* Exercise instructions: Set down the data below in full, exactly as it reads, but without the pictures.

* Task inputs:
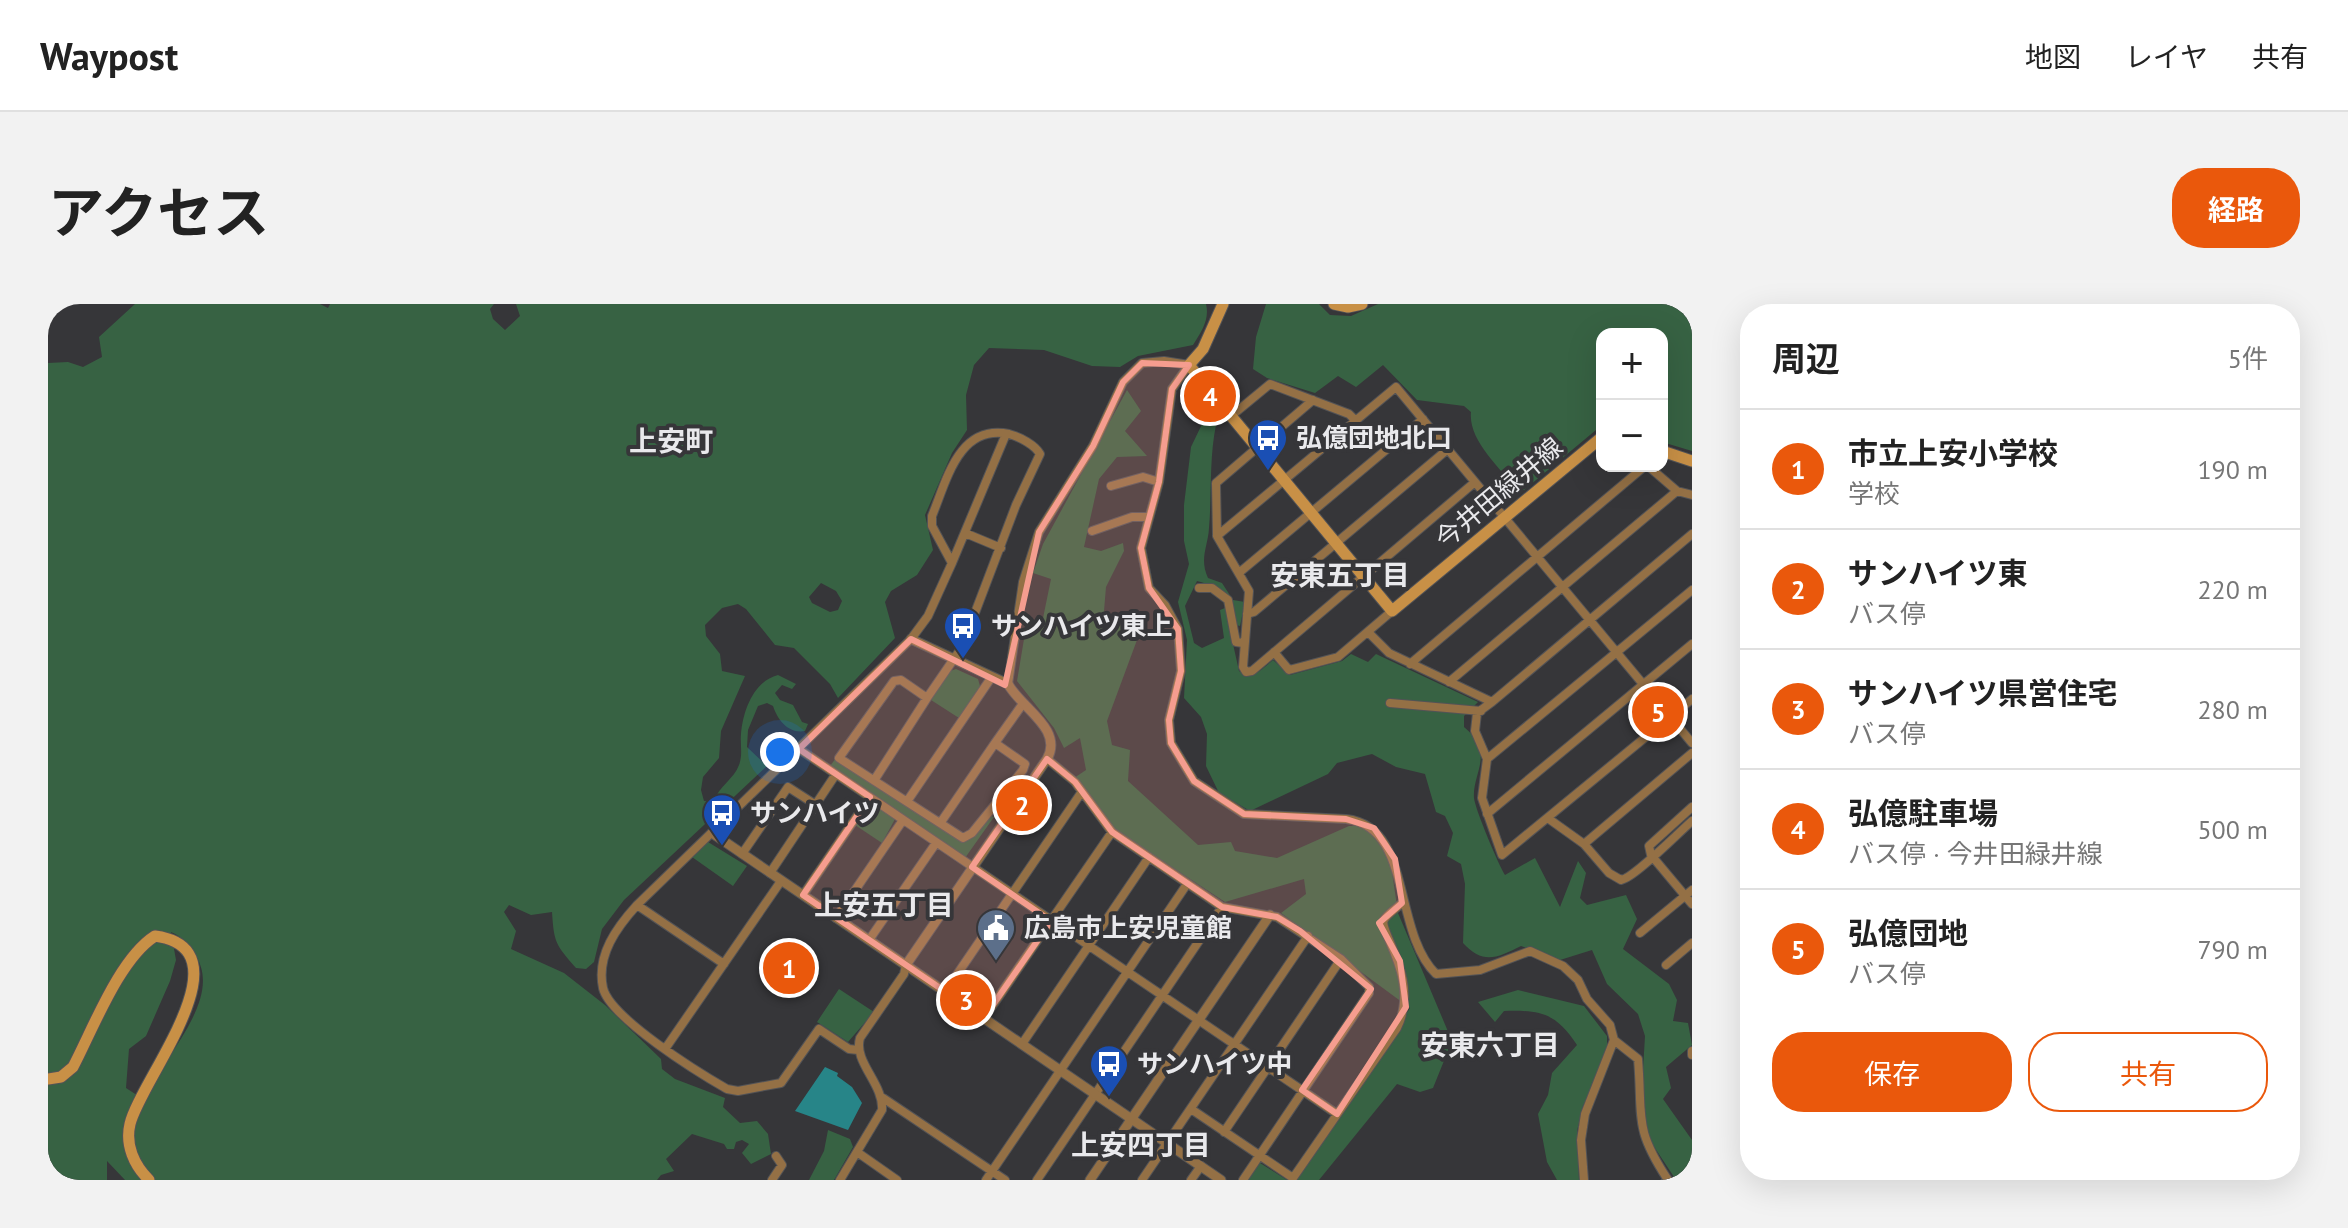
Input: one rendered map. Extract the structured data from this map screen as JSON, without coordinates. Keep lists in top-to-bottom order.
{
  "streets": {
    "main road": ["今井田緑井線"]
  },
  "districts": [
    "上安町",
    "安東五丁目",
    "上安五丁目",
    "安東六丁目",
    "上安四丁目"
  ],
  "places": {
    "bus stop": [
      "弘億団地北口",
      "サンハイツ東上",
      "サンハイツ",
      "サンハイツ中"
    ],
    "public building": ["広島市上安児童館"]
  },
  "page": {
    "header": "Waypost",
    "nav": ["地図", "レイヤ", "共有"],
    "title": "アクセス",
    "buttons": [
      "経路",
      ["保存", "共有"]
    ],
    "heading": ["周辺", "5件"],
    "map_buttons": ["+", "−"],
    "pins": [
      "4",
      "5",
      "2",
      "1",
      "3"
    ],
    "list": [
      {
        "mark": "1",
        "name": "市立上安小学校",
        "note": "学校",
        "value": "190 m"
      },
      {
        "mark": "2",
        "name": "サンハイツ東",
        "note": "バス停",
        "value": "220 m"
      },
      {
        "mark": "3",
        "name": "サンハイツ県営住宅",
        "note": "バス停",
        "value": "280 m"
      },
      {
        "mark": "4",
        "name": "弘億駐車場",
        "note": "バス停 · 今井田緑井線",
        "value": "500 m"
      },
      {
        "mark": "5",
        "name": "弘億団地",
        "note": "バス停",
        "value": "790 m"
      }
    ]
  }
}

* Expected output:
Input: one rendered map. Extract the structured data from this map screen as JSON, without coordinates. Keep lists in top-to-bottom order.
{
  "streets": {
    "main road": ["今井田緑井線"]
  },
  "districts": [
    "上安町",
    "安東五丁目",
    "上安五丁目",
    "安東六丁目",
    "上安四丁目"
  ],
  "places": {
    "bus stop": [
      "弘億団地北口",
      "サンハイツ東上",
      "サンハイツ",
      "サンハイツ中"
    ],
    "public building": ["広島市上安児童館"]
  },
  "page": {
    "header": "Waypost",
    "nav": ["地図", "レイヤ", "共有"],
    "title": "アクセス",
    "buttons": [
      "経路",
      ["保存", "共有"]
    ],
    "heading": ["周辺", "5件"],
    "map_buttons": ["+", "−"],
    "pins": [
      "4",
      "5",
      "2",
      "1",
      "3"
    ],
    "list": [
      {
        "mark": "1",
        "name": "市立上安小学校",
        "note": "学校",
        "value": "190 m"
      },
      {
        "mark": "2",
        "name": "サンハイツ東",
        "note": "バス停",
        "value": "220 m"
      },
      {
        "mark": "3",
        "name": "サンハイツ県営住宅",
        "note": "バス停",
        "value": "280 m"
      },
      {
        "mark": "4",
        "name": "弘億駐車場",
        "note": "バス停 · 今井田緑井線",
        "value": "500 m"
      },
      {
        "mark": "5",
        "name": "弘億団地",
        "note": "バス停",
        "value": "790 m"
      }
    ]
  }
}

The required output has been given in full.